6. We need to be able to link institutional outcomes to our simulation based team training – much easier to type this sentence than to actually measure.

 

Assessing, assessments,and feedback…

Boulet JR, Jeffries PR, Hatala RA, Korndorffer JR, . Feinstein DM, Roche JP. Research Regarding Methods of Assessing Learning Outcomes Sim Healthcare 6:548-551,2011
Simulation based assessments are used for both formative and summative assessments of healthcare providers. The objective of this article was to look at how their use is supported and to provide direction in the form of consensus recommendations for research. . They delve into “the four components of Kane’s inferential chain –Scoring, Generalization, Extrapolation, and Decision/Interpretation.” The importance of the need for reliability as well as validity of simulation based assessments is emphasized within a brief review of existing research (as of 2011) and opportunities for additional work. Their recommendations target five areas for research which include measurement error, developing scoring rubrics, supporting the underlying theories for learning with simulation, translation of simulation based learning to the clinical environment, and the impact of implementing these assessments for healthcare.

Feedback, assessments and more…

What is feedback in clinical education? van de Ridder JM, Stokking KM, McGaghie WC, ten CateOTJ.  Medical Education 2008; 42:189-97

The purpose of the research is to establish an operational definition of “feedback” for purposes of research and improved communication.  The authors reviewed the general, social science and medical education literature for conceptual formulations of and approaches to feedback.   Three concepts dominating definitions of feedback in the literature are:  feedback as information, feedback as a reaction, and feedback as a cycle.

The authors construct a definition of feedback in clinical education as “Specific information about the comparison between a trainee’s observed performance and a standard, given with the intent to improve the trainee’s performance.

Looking at the elements of this definition allows one to categorize feedback as week or strong (this is different from effective or ineffective).  Strong feedback, for example, includes specific information gleaned from observations of tasks or elements for which there is an explicit standard.  It derives from personal observation by experts with the aim of performance improvement.

This paper was published 7 years ago.  During that time the feedback attributes defined as “strong” have become the foundation of how we think about performance feedback in simulation.

So that’s STRONG feedback.  And effective feedback has to be strong, but strong feedback is not necessarily effective.  What’s the difference?

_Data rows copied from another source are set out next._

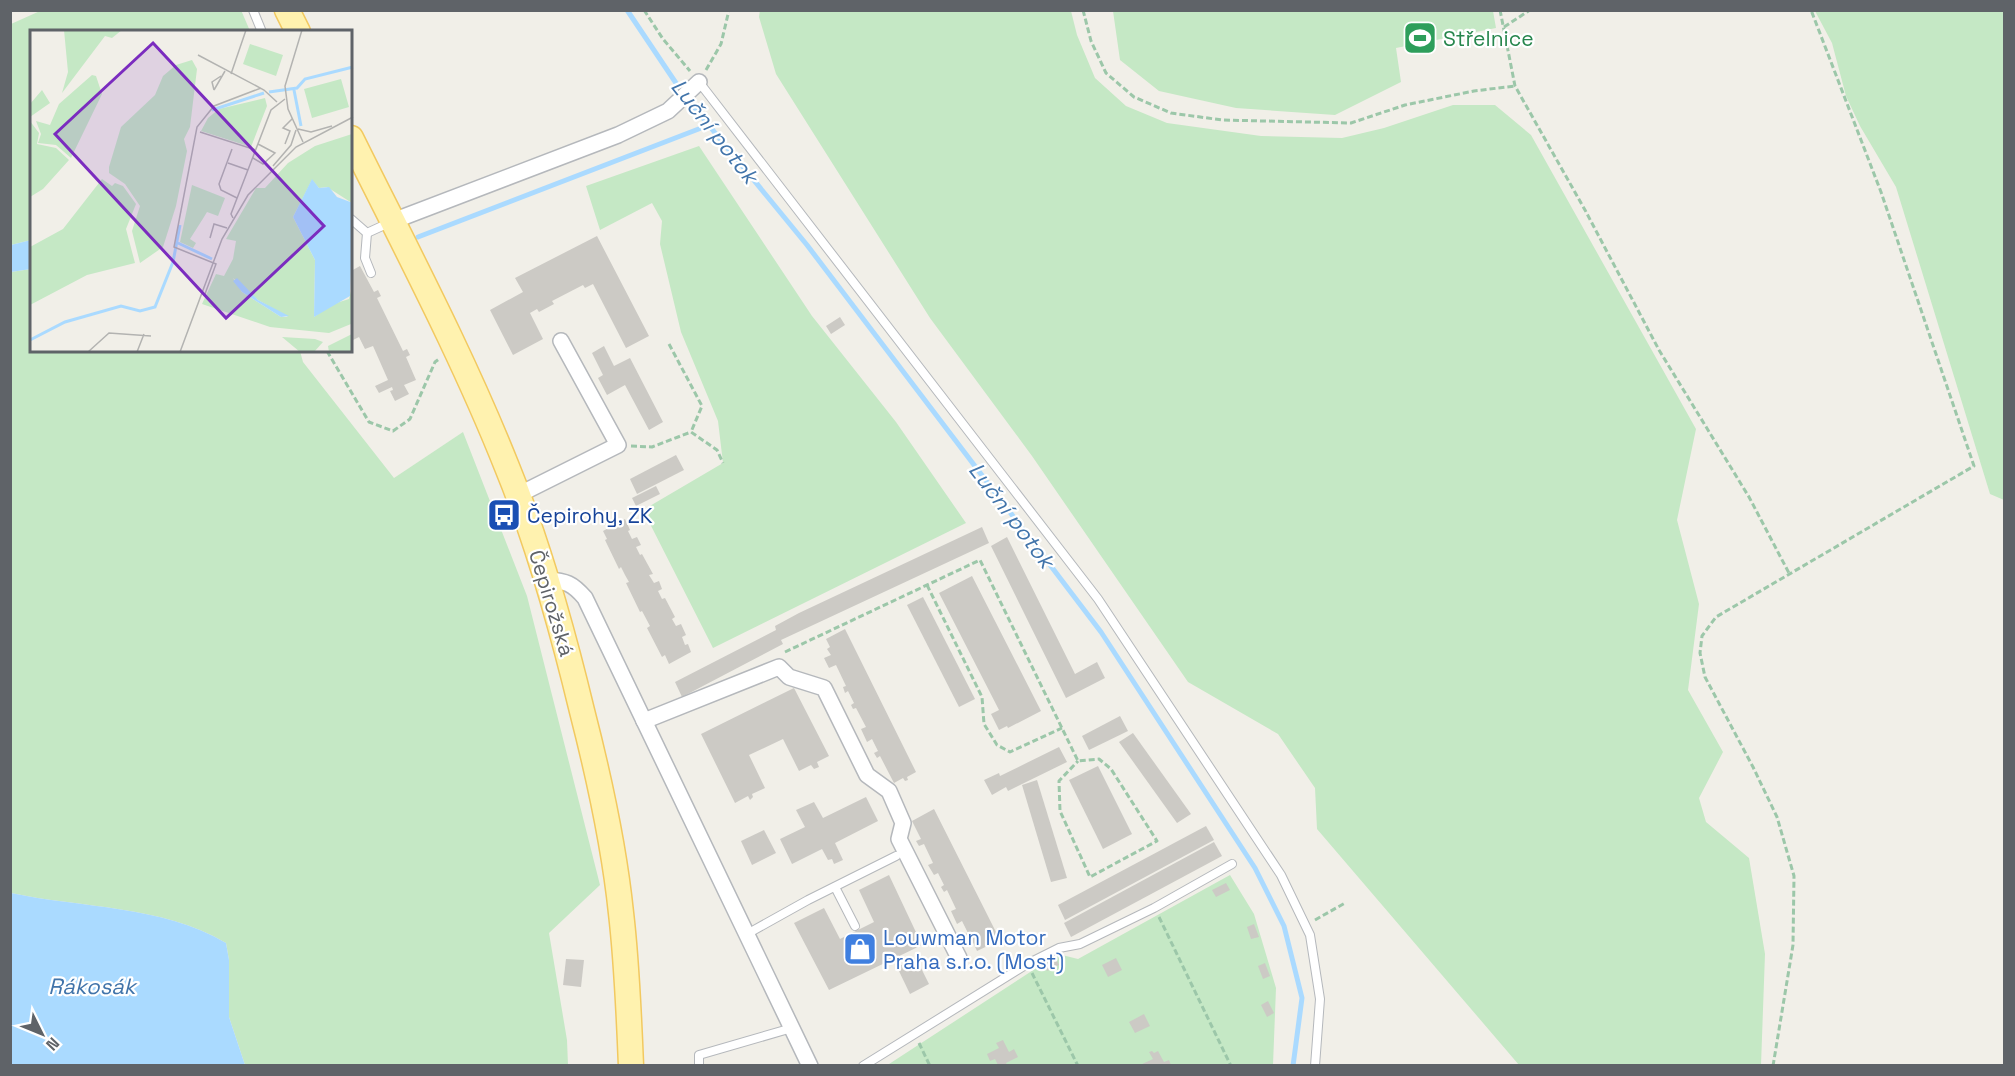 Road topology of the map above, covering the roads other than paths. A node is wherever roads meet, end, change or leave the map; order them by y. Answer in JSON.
{"nodes":[{"id":1,"x":253,"y":10,"type":"edge"},
{"id":2,"x":287,"y":10,"type":"edge"},
{"id":3,"x":261,"y":30,"type":"edge"},
{"id":4,"x":297,"y":30,"type":"edge"},
{"id":5,"x":699,"y":82,"type":"joint"},
{"id":6,"x":352,"y":140,"type":"edge"},
{"id":7,"x":352,"y":220,"type":"edge"},
{"id":8,"x":393,"y":221,"type":"junction"},
{"id":9,"x":367,"y":233,"type":"junction"},
{"id":10,"x":371,"y":273,"type":"dead end"},
{"id":11,"x":561,"y":340,"type":"dead end"},
{"id":12,"x":518,"y":495,"type":"junction"},
{"id":13,"x":547,"y":580,"type":"junction"},
{"id":14,"x":644,"y":721,"type":"junction"},
{"id":15,"x":896,"y":856,"type":"dead end"},
{"id":16,"x":1232,"y":864,"type":"dead end"},
{"id":17,"x":835,"y":887,"type":"junction"},
{"id":18,"x":855,"y":926,"type":"dead end"},
{"id":19,"x":747,"y":934,"type":"junction"},
{"id":20,"x":959,"y":958,"type":"dead end"},
{"id":21,"x":792,"y":1028,"type":"junction"},
{"id":22,"x":631,"y":1065,"type":"edge"},
{"id":23,"x":699,"y":1065,"type":"edge"},
{"id":24,"x":810,"y":1065,"type":"edge"},
{"id":25,"x":864,"y":1065,"type":"edge"},
{"id":26,"x":1315,"y":1065,"type":"edge"}],
"edges":[{"from":1,"to":3,"type":"lane"},
{"from":2,"to":4,"type":"main road"},
{"from":5,"to":8,"type":"street"},
{"from":5,"to":26,"type":"lane"},
{"from":6,"to":8,"type":"main road","name":"Čepirožská"},
{"from":7,"to":9,"type":"lane"},
{"from":8,"to":9,"type":"lane"},
{"from":8,"to":12,"type":"main road","name":"Čepirožská"},
{"from":9,"to":10,"type":"lane"},
{"from":11,"to":12,"type":"street"},
{"from":12,"to":13,"type":"main road","name":"Čepirožská"},
{"from":13,"to":14,"type":"street"},
{"from":13,"to":22,"type":"main road","name":"Čepirožská"},
{"from":14,"to":19,"type":"street"},
{"from":14,"to":20,"type":"street"},
{"from":15,"to":17,"type":"lane"},
{"from":16,"to":25,"type":"lane"},
{"from":17,"to":18,"type":"lane"},
{"from":17,"to":19,"type":"lane"},
{"from":19,"to":21,"type":"street"},
{"from":21,"to":23,"type":"lane"},
{"from":21,"to":24,"type":"street"}]} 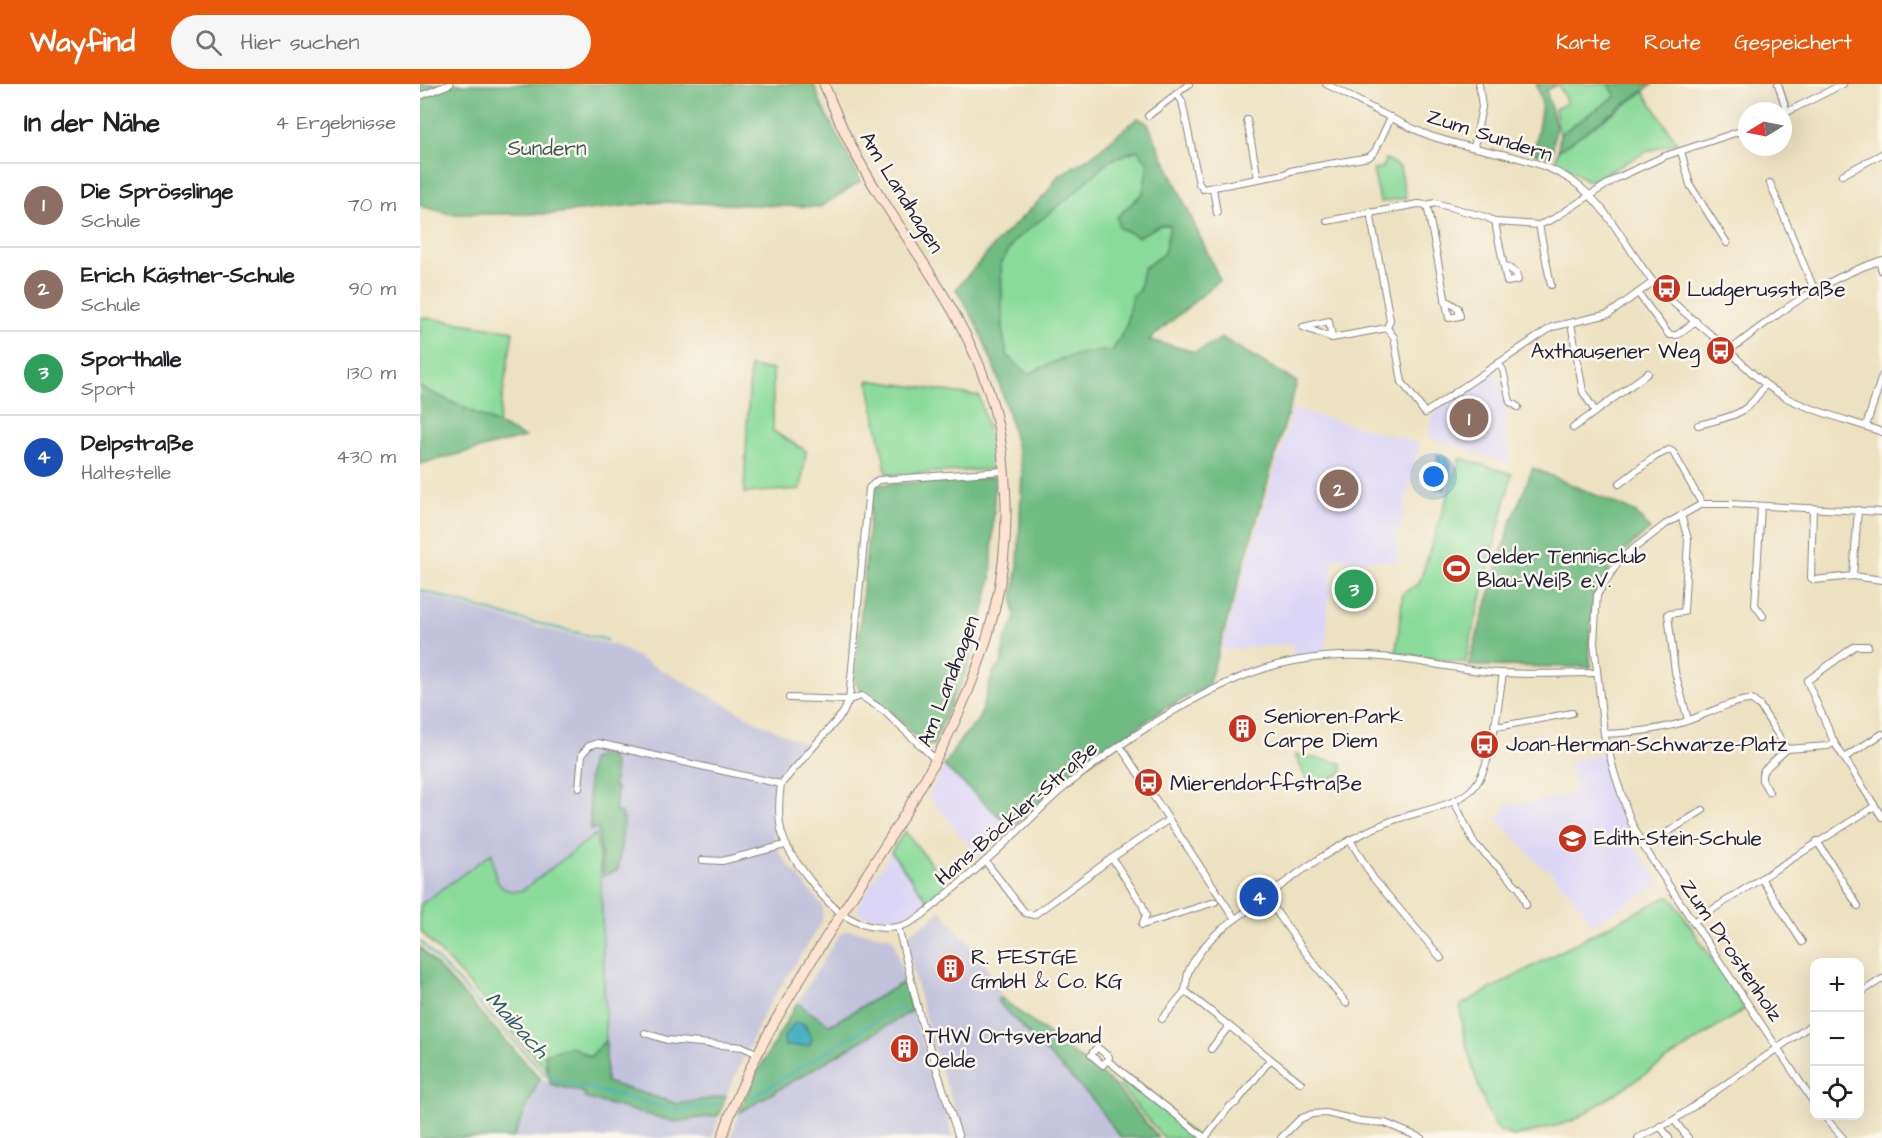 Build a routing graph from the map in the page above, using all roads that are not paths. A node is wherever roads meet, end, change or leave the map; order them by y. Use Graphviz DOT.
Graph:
graph roads {
  1 [pos="450,84"];
  2 [pos="824,84"];
  3 [pos="1189,84"];
  4 [pos="1326,84"];
  5 [pos="1479,84"];
  6 [pos="1778,84"];
  7 [pos="1843,84"];
  8 [pos="1177,94"];
  9 [pos="420,96"];
  10 [pos="1782,102"];
  11 [pos="1792,110"];
  12 [pos="1149,116"];
  13 [pos="1391,117"];
  14 [pos="1247,120"];
  15 [pos="1738,132"];
  16 [pos="1473,147"];
  17 [pos="1681,151"];
  18 [pos="1882,154"];
  19 [pos="1842,175"];
  20 [pos="1258,179"];
  21 [pos="1770,183"];
  22 [pos="1213,188"];
  23 [pos="1591,196"];
  24 [pos="1427,205"];
  25 [pos="1370,212"];
  26 [pos="1217,213"];
  27 [pos="1327,221"];
  28 [pos="1496,222"];
  29 [pos="1539,225"];
  30 [pos="1727,243"];
  31 [pos="1880,260"];
  32 [pos="1503,264"];
  33 [pos="1882,271"];
  34 [pos="1653,282"];
  35 [pos="1551,285"];
  36 [pos="1814,289"];
  37 [pos="1638,293"];
  38 [pos="1445,300"];
  39 [pos="1696,321"];
  40 [pos="1571,323"];
  41 [pos="1387,328"];
  42 [pos="1332,338"];
  43 [pos="1729,351"];
  44 [pos="1498,363"];
  45 [pos="1648,373"];
  46 [pos="1882,376"];
  47 [pos="1765,386"];
  48 [pos="1518,407"];
  49 [pos="1595,411"];
  50 [pos="1698,425"];
  51 [pos="1866,426"];
  52 [pos="1573,428"];
  53 [pos="1882,432"];
  54 [pos="1004,471"];
  55 [pos="1619,484"];
  56 [pos="1702,504"];
  57 [pos="1761,506"];
  58 [pos="1813,508"];
  59 [pos="1858,510"];
  60 [pos="1882,512"];
  61 [pos="1681,515"];
  62 [pos="1852,576"];
  63 [pos="1882,580"];
  64 [pos="1763,616"];
  65 [pos="1868,646"];
  66 [pos="1503,673"];
  67 [pos="1596,673"];
  68 [pos="789,698"];
  69 [pos="849,700"];
  70 [pos="1572,713"];
  71 [pos="1688,720"];
  72 [pos="1494,725"];
  73 [pos="1604,734"];
  74 [pos="1882,735"];
  75 [pos="1834,742"];
  76 [pos="1119,746"];
  77 [pos="1787,749"];
  78 [pos="1844,758"];
  79 [pos="937,761"];
  80 [pos="781,784"];
  81 [pos="579,788"];
  82 [pos="1769,792"];
  83 [pos="1454,801"];
  84 [pos="1875,806"];
  85 [pos="1703,810"];
  86 [pos="1882,817"];
  87 [pos="1168,820"];
  88 [pos="1350,840"];
  89 [pos="1817,841"];
  90 [pos="785,845"];
  91 [pos="1644,847"];
  92 [pos="1112,858"];
  93 [pos="703,860"];
  94 [pos="986,862"];
  95 [pos="1761,878"];
  96 [pos="1266,897"];
  97 [pos="1215,902"];
  98 [pos="1526,905"];
  99 [pos="1858,906"];
  100 [pos="841,914"];
  101 [pos="1235,919"];
  102 [pos="1693,922"];
  103 [pos="898,927"];
  104 [pos="1803,942"];
  105 [pos="1441,958"];
  106 [pos="1882,978"];
  107 [pos="1185,990"];
  108 [pos="1864,990"];
  109 [pos="1346,1003"];
  110 [pos="1162,1019"];
  111 [pos="1229,1026"];
  112 [pos="1810,1026"];
  113 [pos="645,1033"];
  114 [pos="1777,1047"];
  115 [pos="1211,1049"];
  116 [pos="756,1053"];
  117 [pos="1107,1060"];
  118 [pos="1270,1060"];
  119 [pos="1301,1083"];
  120 [pos="1810,1096"];
  121 [pos="1674,1120"];
  122 [pos="1827,1120"];
  123 [pos="1660,1126"];
  124 [pos="1686,1137"];
  125 [pos="722,1138"];
  126 [pos="959,1138"];
  127 [pos="1205,1138"];
  128 [pos="1281,1138"];
  129 [pos="1421,1138"];
  130 [pos="1638,1138"];
  131 [pos="1669,1138"];
  132 [pos="1843,1138"];
  1 -- 9 [label="street"];
  2 -- 54 [label="street, Am Landhagen"];
  3 -- 8 [label="street"];
  4 -- 13 [label="street, Zum Sundern"];
  5 -- 16 [label="street"];
  6 -- 10 [label="street"];
  7 -- 11 [label="street"];
  8 -- 12 [label="street"];
  8 -- 22 [label="street"];
  13 -- 16 [label="street, Zum Sundern"];
  13 -- 20 [label="street"];
  14 -- 20 [label="street"];
  15 -- 17 [label="street"];
  16 -- 23 [label="street, Zum Sundern"];
  17 -- 23 [label="street"];
  17 -- 30 [label="street"];
  18 -- 19 [label="street"];
  20 -- 22 [label="street"];
  21 -- 36 [label="street"];
  22 -- 26 [label="street"];
  23 -- 29 [label="street"];
  23 -- 34 [label="street, Zum Sundern"];
  24 -- 25 [label="street"];
  24 -- 28 [label="street"];
  24 -- 38 [label="street"];
  25 -- 27 [label="street"];
  25 -- 41 [label="street"];
  28 -- 29 [label="street"];
  28 -- 32 [label="street"];
  29 -- 35 [label="street"];
  31 -- 33 [label="street"];
  31 -- 36 [label="street"];
  34 -- 37 [label="street"];
  34 -- 39 [label="street, Zum Sundern"];
  36 -- 43 [label="street"];
  37 -- 39 [label="street"];
  37 -- 40 [label="street"];
  39 -- 43 [label="street, Zum Sundern"];
  40 -- 44 [label="street"];
  40 -- 49 [label="street"];
  41 -- 42 [label="street"];
  41 -- 44 [label="street"];
  43 -- 47 [label="street, Zum Sundern"];
  44 -- 48 [label="street"];
  45 -- 49 [label="street"];
  46 -- 51 [label="street"];
  47 -- 50 [label="street"];
  47 -- 51 [label="street, Zum Sundern"];
  49 -- 52 [label="street"];
  51 -- 53 [label="street, Zum Sundern"];
  54 -- 69 [label="street"];
  54 -- 79 [label="street, Am Landhagen"];
  55 -- 56 [label="street"];
  56 -- 57 [label="street"];
  56 -- 61 [label="street, Zum Drostenholz"];
  57 -- 58 [label="street"];
  57 -- 64 [label="street"];
  58 -- 59 [label="street"];
  58 -- 62 [label="street"];
  59 -- 60 [label="street"];
  59 -- 62 [label="street"];
  61 -- 67 [label="street, Zum Drostenholz"];
  61 -- 71 [label="street"];
  62 -- 63 [label="street"];
  65 -- 75 [label="street"];
  66 -- 67 [label="street, Hans-Böckler-Straße"];
  66 -- 72 [label="street"];
  66 -- 76 [label="street, Hans-Böckler-Straße"];
  67 -- 73 [label="street, Zum Drostenholz"];
  68 -- 69 [label="street"];
  69 -- 79 [label="street"];
  69 -- 80 [label="street"];
  70 -- 72 [label="street"];
  71 -- 73 [label="street"];
  71 -- 77 [label="street"];
  72 -- 83 [label="street"];
  73 -- 91 [label="street, Zum Drostenholz"];
  74 -- 78 [label="street"];
  75 -- 77 [label="street"];
  75 -- 78 [label="street"];
  76 -- 87 [label="street"];
  76 -- 94 [label="street, Hans-Böckler-Straße"];
  77 -- 82 [label="street"];
  78 -- 84 [label="street"];
  79 -- 100 [label="street, Am Landhagen"];
  80 -- 81 [label="street"];
  80 -- 90 [label="street"];
  83 -- 88 [label="street"];
  83 -- 98 [label="street"];
  84 -- 86 [label="street"];
  84 -- 89 [label="street"];
  85 -- 91 [label="street"];
  87 -- 92 [label="street"];
  87 -- 101 [label="street"];
  88 -- 96 [label="street"];
  88 -- 105 [label="street"];
  89 -- 95 [label="street"];
  89 -- 99 [label="street"];
  90 -- 93 [label="street"];
  90 -- 100 [label="street"];
  91 -- 102 [label="street, Zum Drostenholz"];
  92 -- 94 [label="street"];
  92 -- 97 [label="street"];
  94 -- 103 [label="street, Hans-Böckler-Straße"];
  95 -- 102 [label="street"];
  95 -- 104 [label="street"];
  96 -- 101 [label="street"];
  96 -- 109 [label="street"];
  100 -- 103 [label="street"];
  100 -- 116 [label="street, Am Landhagen"];
  101 -- 107 [label="street"];
  102 -- 114 [label="street, Zum Drostenholz"];
  103 -- 126 [label="street"];
  106 -- 108 [label="street"];
  107 -- 110 [label="street"];
  107 -- 111 [label="street"];
  111 -- 115 [label="street"];
  111 -- 118 [label="street"];
  112 -- 114 [label="street"];
  113 -- 116 [label="street"];
  114 -- 120 [label="street, Zum Drostenholz"];
  114 -- 121 [label="street"];
  116 -- 125 [label="street, Am Landhagen"];
  117 -- 127 [label="street"];
  118 -- 119 [label="street"];
  118 -- 127 [label="street"];
  121 -- 123 [label="street"];
  121 -- 124 [label="street"];
  122 -- 132 [label="street"];
  123 -- 130 [label="street"];
  123 -- 131 [label="street"];
  128 -- 129 [label="street"];
}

Linking Simulation Based Educational Assessments and Patient Related Outcomes: A systematic review and meta-analysis. Brydges R, et al. Acad Med 2015:90:246-256

First review of its kind trying to evaluate the evidence linking educational surrogates with corresponding assessments in the workplace — looking to examine the relationship between simulation based and patient related assessments — and furthermore if there is validity evidence for these outcomes, and what is the quality of methods and reporting in this body of research.

Almost 12 thousand articles screened, only 33 included in the review; these articles in total included 1203 participants. Patient related outcomes defined as provider behaviors and patient outcomes.

This is a long article.. If I think about what the message is – there seems to be suggestion that provider behaviors and time behaviors and patient outcomes each to varying degrees (higher to lower respectively) correlate with simulation outcomes. However – there are multiple instruments used to define/rate simulation outcomes and not all of these are validated.

Concerns from the writers about publication bias for the results – but no real way to exclude this…

Future ideas – contain recommendations to work these educational trials like we would drug trials, about consistency in ratings/assessment, sample sizes, etc.